Le Sénat rétablit la réforme des retraites et modifie le budget de la Sécu
La commission des affaires sociales du Sénat a proposé, samedi 15 novembre, de revenir sur plusieurs mesures adoptées récemment par l’Assemblée nationale dans le cadre du projet de loi de financement de la Sécurité sociale. Parmi les principaux changements figurent le rétablissement de la réforme portée par l’exécutif — dite « réforme Borne » — et la remise en cause de mesures votées par les députés, notamment la suspension annoncée de cette réforme.

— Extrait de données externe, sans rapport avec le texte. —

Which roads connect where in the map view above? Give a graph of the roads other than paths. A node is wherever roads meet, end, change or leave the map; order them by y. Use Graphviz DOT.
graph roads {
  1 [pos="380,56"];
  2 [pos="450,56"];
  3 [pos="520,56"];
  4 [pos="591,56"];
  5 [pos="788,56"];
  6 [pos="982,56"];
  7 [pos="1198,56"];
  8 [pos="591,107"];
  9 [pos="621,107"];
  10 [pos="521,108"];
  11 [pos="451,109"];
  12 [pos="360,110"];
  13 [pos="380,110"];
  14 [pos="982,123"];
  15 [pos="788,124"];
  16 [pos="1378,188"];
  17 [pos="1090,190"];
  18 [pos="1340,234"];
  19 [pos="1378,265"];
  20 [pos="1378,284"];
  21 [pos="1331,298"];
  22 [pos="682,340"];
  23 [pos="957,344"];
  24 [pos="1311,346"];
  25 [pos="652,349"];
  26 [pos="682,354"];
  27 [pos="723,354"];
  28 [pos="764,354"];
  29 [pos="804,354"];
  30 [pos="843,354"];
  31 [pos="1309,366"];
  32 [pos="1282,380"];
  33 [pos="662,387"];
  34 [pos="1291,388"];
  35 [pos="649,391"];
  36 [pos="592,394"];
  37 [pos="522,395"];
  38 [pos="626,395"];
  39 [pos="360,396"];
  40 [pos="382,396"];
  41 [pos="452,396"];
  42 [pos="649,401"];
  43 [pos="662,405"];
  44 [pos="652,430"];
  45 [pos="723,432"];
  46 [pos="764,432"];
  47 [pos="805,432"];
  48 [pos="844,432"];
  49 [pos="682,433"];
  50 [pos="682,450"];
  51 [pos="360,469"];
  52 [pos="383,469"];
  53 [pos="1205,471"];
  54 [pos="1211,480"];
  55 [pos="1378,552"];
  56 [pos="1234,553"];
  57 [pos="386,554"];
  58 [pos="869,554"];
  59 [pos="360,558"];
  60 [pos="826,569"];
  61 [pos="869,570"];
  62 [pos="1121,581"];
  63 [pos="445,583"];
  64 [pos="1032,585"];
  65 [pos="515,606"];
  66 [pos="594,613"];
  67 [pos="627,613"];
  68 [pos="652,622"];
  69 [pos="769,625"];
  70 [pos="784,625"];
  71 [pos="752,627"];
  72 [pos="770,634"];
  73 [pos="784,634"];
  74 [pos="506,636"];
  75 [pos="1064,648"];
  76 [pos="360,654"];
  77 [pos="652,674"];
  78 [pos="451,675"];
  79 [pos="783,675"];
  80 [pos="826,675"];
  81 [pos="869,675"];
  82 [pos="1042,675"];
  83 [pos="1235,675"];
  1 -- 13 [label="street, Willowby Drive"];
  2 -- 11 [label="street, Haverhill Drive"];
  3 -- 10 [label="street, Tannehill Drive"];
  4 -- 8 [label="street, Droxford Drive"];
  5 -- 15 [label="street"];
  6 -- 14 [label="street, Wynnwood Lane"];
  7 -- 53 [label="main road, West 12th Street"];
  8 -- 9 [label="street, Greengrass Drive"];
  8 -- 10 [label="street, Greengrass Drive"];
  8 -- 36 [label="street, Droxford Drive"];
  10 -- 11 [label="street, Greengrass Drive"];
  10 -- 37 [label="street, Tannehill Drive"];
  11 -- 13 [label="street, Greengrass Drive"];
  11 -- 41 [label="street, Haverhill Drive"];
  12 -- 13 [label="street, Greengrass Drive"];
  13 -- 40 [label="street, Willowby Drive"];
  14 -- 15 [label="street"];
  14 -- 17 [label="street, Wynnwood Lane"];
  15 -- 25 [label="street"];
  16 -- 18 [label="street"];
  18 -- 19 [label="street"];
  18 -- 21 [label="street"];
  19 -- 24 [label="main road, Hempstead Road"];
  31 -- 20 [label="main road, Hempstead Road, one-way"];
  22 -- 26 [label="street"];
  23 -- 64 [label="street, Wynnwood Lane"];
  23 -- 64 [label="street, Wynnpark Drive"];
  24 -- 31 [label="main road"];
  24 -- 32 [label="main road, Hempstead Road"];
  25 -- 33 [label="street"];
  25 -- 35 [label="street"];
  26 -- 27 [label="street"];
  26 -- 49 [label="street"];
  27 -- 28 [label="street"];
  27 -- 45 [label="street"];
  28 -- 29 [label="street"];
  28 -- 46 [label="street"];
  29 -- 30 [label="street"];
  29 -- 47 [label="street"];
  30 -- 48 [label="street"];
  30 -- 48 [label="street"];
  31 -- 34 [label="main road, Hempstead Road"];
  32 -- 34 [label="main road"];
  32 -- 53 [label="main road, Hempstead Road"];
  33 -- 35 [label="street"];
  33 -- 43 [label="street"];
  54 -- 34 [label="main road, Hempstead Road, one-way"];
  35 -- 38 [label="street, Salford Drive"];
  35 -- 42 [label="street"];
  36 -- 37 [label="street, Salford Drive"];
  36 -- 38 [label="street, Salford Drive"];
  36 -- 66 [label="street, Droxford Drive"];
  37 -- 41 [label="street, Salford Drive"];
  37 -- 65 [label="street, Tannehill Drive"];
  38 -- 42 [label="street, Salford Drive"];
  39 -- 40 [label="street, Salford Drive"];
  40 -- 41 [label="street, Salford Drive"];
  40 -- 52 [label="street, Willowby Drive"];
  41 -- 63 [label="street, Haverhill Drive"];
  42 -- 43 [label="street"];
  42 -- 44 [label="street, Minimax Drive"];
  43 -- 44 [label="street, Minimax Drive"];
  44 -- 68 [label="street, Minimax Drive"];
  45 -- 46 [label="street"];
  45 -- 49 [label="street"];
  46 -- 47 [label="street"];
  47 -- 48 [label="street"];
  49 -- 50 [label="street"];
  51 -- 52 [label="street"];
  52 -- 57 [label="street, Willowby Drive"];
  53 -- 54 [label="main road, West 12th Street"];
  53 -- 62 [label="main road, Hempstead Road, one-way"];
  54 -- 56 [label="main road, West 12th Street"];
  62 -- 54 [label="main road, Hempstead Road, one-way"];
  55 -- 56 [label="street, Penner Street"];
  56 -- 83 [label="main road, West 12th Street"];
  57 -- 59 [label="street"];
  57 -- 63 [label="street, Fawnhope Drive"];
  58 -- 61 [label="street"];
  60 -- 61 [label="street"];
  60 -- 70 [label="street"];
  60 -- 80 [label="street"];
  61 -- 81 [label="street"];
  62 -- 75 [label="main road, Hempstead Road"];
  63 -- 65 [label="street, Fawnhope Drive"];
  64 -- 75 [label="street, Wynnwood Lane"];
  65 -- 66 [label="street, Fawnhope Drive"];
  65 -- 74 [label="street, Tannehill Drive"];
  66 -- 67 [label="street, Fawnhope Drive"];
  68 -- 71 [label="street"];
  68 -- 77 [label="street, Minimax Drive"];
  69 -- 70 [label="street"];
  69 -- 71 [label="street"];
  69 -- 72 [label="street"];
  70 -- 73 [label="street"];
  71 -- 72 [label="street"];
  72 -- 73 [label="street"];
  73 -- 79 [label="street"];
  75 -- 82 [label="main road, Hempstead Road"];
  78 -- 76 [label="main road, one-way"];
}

Alors que les débats se sont longtemps concentrés sur l’Assemblée nationale, la chambre haute est entrée dans le vif du sujet lors de l’examen en commission du budget de la Sécu. La majorité sénatoriale, largement composée de députés de droite et du centre, a profité de cette étape préliminaire pour marquer ses intentions avant l’examen en séance publique, prévu à partir de mercredi.
Retour sur la « suspension » de la réforme et réactions politiques
La mesure controversée — une « suspension » de la réforme des retraites jusqu’en janvier 2028, qui reporte le relèvement de l’âge légal de départ à 64 ans — a été supprimée massivement en commission, selon des participants cités par l’Agence France-Presse (AFP). La sénatrice Les Républicains Pascale Gruny a critiqué la concession accordée par le Premier ministre Sébastien Lecornu aux socialistes, qualifiant la mesure de « poudre de perlimpinpin » et dénonçant le financement reposant, selon elle, « sur les retraités eux‑mêmes ».
Elisabeth Doineau, rapporteuse générale centriste, a justifié la position du Sénat en rappelant la cohérence de la chambre avec une réforme qu’elle dit avoir soutenue depuis des années. Ces choix ont suscité des réactions vives à gauche. Bernard Jomier, du groupe socialiste, a dénoncé « une posture de refus de tout accord et de tout compromis », s’inquiétant d’un « raidissement très net » de la droite et des centristes. L’élue écologiste Anne Souyris a, elle aussi, exprimé son désaccord : « Quand on détruit dans une chambre tout ce qui a été fait dans l’autre chambre du Parlement, ce n’est pas une démarche de construction. »
Prestations gelées et pensions partiellement préservées
La commission sénatoriale a également rétabli, pour 2026, le gel de certaines prestations sociales qui sont habituellement indexées sur l’inflation. L’Assemblée nationale avait auparavant largement supprimé cette disposition au cours de son examen du texte. Le gel des pensions de retraite, également supprimé par les députés, a été rétabli en commission, avec toutefois une réserve : les pensions inférieures à 1 400 euros seraient préservées, selon plusieurs participants aux travaux.
Ces décisions qualifiées d’impopulaires par leurs détracteurs sont défendues par la majorité sénatoriale au nom du redressement des comptes de la Sécurité sociale. Le centriste Olivier Henno a résumé l’objectif : « Notre ambition, c’est de nettoyer tout ce qui nous paraît aberrant en termes de prélèvements nouveaux et de déficit accru, pour tenir le cap des 17,5 milliards d’euros de déficit. »
Chiffres du déficit et trajectoire parlementaire
Selon la présentation des rapporteurs consultée par l’AFP, les travaux de la commission aboutissent, à ce stade, à ramener le déficit de la Sécu à 15,1 milliards d’euros. Ce chiffrage contraste avec l’estimation communiquée par le ministre du travail, Jean‑Pierre Farandou, selon laquelle « le déficit est supérieur à 24 milliards d’euros » ; cette dernière estimation est, d’après le texte, partagée par les services de l’Assemblée et du Sénat.
Les amendements adoptés en commission samedi devront être soumis au vote du Sénat dans son ensemble. Le texte poursuivra ensuite son parcours parlementaire jusqu’au début du mois de décembre, laissant ouverte la possibilité d’un nouveau round de confrontations entre chambres et d’arbitrages au sein du Parlement.
Autres points de désaccord
Outre la question des retraites et du gel des prestations, les sénateurs se sont opposés en commission à une hausse de la contribution sociale généralisée (CSG) sur les revenus du capital — dividendes, épargne salariale, plans d’épargne logement — mesure portée par les députés socialistes et qui devait rapporter 2,8 milliards d’euros en 2026. Plusieurs dizaines d’amendements visant à supprimer des mesures introduites par l’Assemblée ont été adoptés en commission, dessinant une copie sénatoriale du budget de la Sécu proche de la proposition initiale du gouvernement.
Au fil des prochaines étapes parlementaires, la navette entre l’Assemblée nationale et le Sénat déterminera le contenu final du projet de loi de financement de la Sécurité sociale, et les désaccords soulignés en commission laissent présager des arbitrages politiques importants avant la clôture des débats.